Omit every picture, then return each line of the data below exactly.

Start of Block

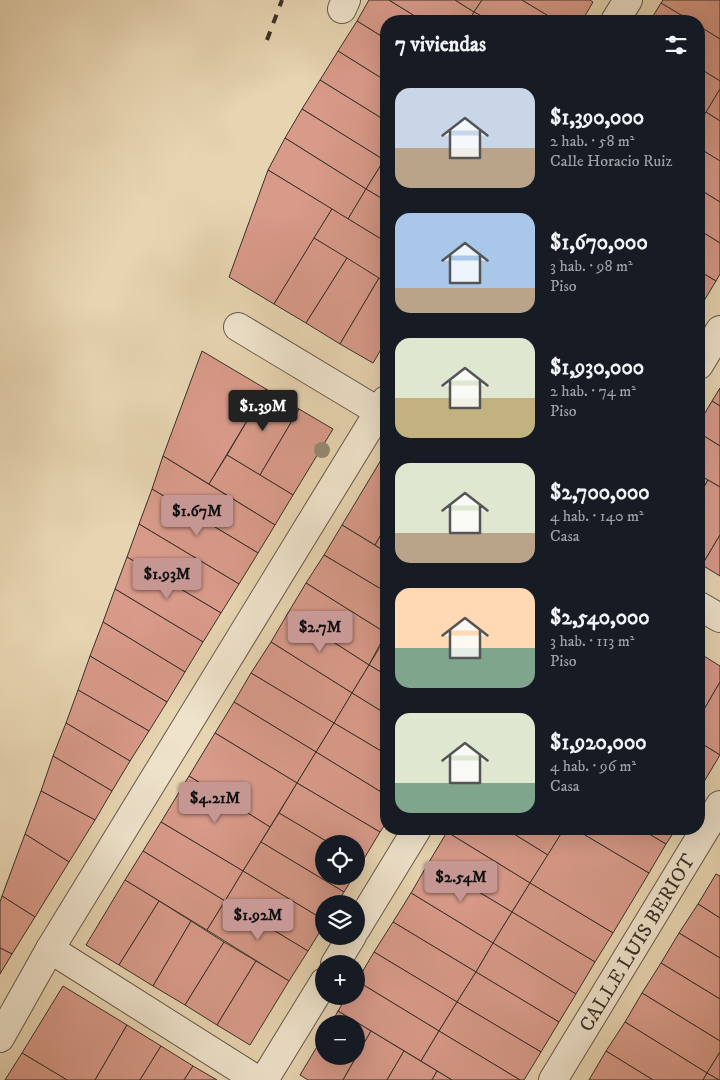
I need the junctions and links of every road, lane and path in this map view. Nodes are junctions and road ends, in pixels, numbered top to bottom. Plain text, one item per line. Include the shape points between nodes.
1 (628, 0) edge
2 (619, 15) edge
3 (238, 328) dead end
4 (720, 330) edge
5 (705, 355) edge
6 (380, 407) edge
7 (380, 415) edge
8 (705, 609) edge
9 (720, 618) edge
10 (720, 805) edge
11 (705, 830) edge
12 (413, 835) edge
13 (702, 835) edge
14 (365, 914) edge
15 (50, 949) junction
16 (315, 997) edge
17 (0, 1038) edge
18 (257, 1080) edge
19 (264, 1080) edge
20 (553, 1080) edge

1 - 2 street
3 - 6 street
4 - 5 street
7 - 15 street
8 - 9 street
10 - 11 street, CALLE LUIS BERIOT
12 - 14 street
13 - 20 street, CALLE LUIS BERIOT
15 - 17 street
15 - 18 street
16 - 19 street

End of Block

**YOUR SOLUTION**:
I need the junctions and links of every road, lane and path in this map view. Nodes are junctions and road ends, in pixels, numbered top to bottom. Plain text, one item per line. Include the shape points between nodes.
1 (628, 0) edge
2 (619, 15) edge
3 (238, 328) dead end
4 (720, 330) edge
5 (705, 355) edge
6 (380, 407) edge
7 (380, 415) edge
8 (705, 609) edge
9 (720, 618) edge
10 (720, 805) edge
11 (705, 830) edge
12 (413, 835) edge
13 (702, 835) edge
14 (365, 914) edge
15 (50, 949) junction
16 (315, 997) edge
17 (0, 1038) edge
18 (257, 1080) edge
19 (264, 1080) edge
20 (553, 1080) edge

1 - 2 street
3 - 6 street
4 - 5 street
7 - 15 street
8 - 9 street
10 - 11 street, CALLE LUIS BERIOT
12 - 14 street
13 - 20 street, CALLE LUIS BERIOT
15 - 17 street
15 - 18 street
16 - 19 street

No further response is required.